In der GreenTech-Branche kommt hinzu, dass viele Unternehmen gleichzeitig technologisch und regulatorisch hochkomplex sind. Boards suchen deshalb zunehmend nach Führungskräften in GreenTech, die sowohl das operative Handwerk als auch die strategische Außenwirkung beherrschen. Ein Gründer, der primär Technologe oder Visionär ist, kann schnell in eine defensive Position geraten.
Wie Boards Entscheidungsmacht schrittweise verschieben
Die Verschiebung von Entscheidungsmacht im Scale-up Board passiert selten durch einen formellen Beschluss. Sie geschieht durch kleine, kaum wahrnehmbare Verschiebungen in Prozessen, Strukturen und Kommunikationsmustern.

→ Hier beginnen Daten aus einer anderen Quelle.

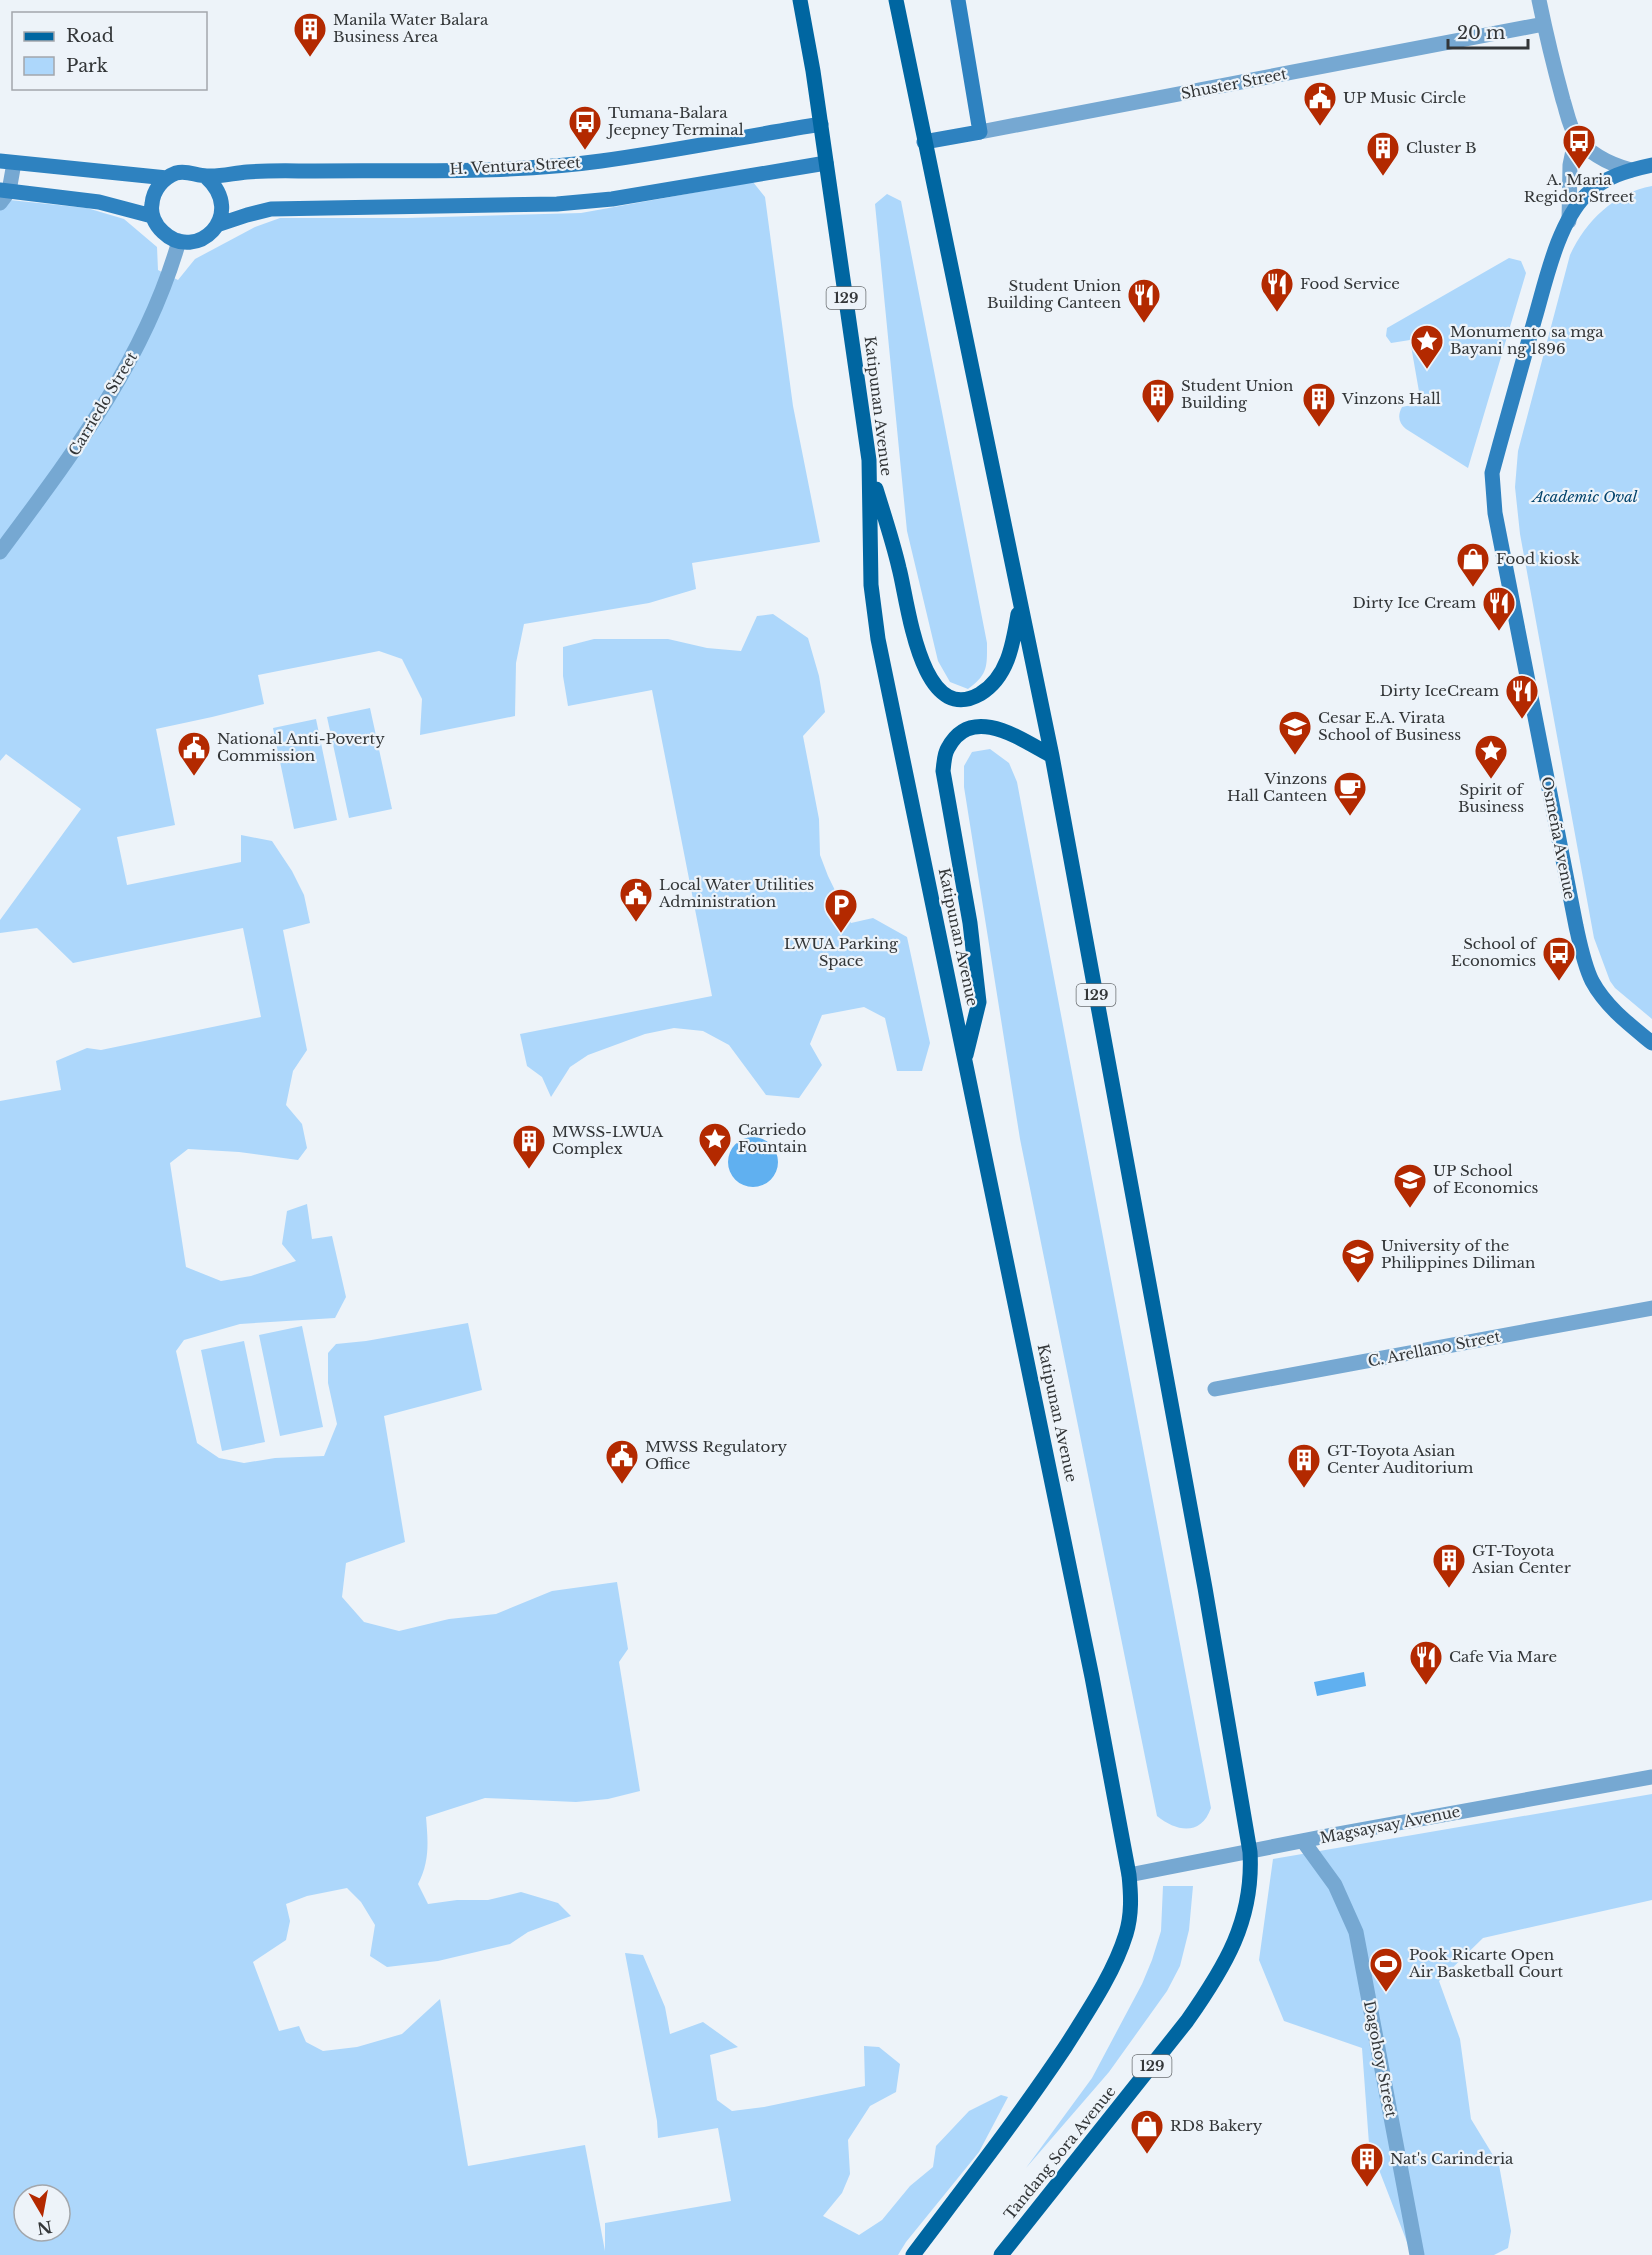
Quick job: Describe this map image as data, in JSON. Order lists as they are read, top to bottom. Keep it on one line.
{"streets":{"main road":["129","Katipunan Avenue","Tandang Sora Avenue"],"street":["Shuster Street","H. Ventura Street","Carriedo Street","Osmeña Avenue","C. Arellano Street","Magsaysay Avenue","Dagohoy Street"]},"crossings":[["Shuster Street","129"],["H. Ventura Street","Carriedo Street"],["H. Ventura Street","Katipunan Avenue"],["129","Katipunan Avenue"],["129","Magsaysay Avenue"],["129","Tandang Sora Avenue"],["Katipunan Avenue","Magsaysay Avenue"],["Magsaysay Avenue","Dagohoy Street"],["Magsaysay Avenue","Tandang Sora Avenue"]],"parks":["Academic Oval"],"places":{"building":["Manila Water Balara Business Area","Cluster B","Student Union Building","Vinzons Hall","MWSS-LWUA Complex","GT-Toyota Asian Center Auditorium","GT-Toyota Asian Center","Nat's Carinderia"],"public building":["UP Music Circle","National Anti-Poverty Commission","Local Water Utilities Administration","MWSS Regulatory Office"],"bus stop":["Tumana-Balara Jeepney Terminal","A. Maria Regidor Street","School of Economics"],"restaurant":["Food Service","Student Union Building Canteen","Dirty Ice Cream","Dirty IceCream","Cafe Via Mare"],"place":["Monumento sa mga Bayani ng 1896","Spirit of Business","Carriedo Fountain"],"shop":["Food kiosk","RD8 Bakery"],"school or university":["Cesar E.A. Virata School of Business","UP School of Economics","University of the Philippines Diliman"],"cafe":["Vinzons Hall Canteen"],"parking":["LWUA Parking Space"],"sports":["Pook Ricarte Open Air Basketball Court"]},"legend":["Road","Park"],"scale_bar":"20 m","north":"bottom"}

Ein typischer Mechanismus: Das Board beginnt, direkt mit dem CFO oder COO zu kommunizieren, ohne den Gründer einzubeziehen. Oder Boardmitglieder stellen in Meetings zunehmend operative Detailfragen, die den Gründer in eine Rechtfertigungsposition bringen. Was wie normale Governance aussieht, ist oft der Beginn einer systematischen Neubewertung der Führungsrolle.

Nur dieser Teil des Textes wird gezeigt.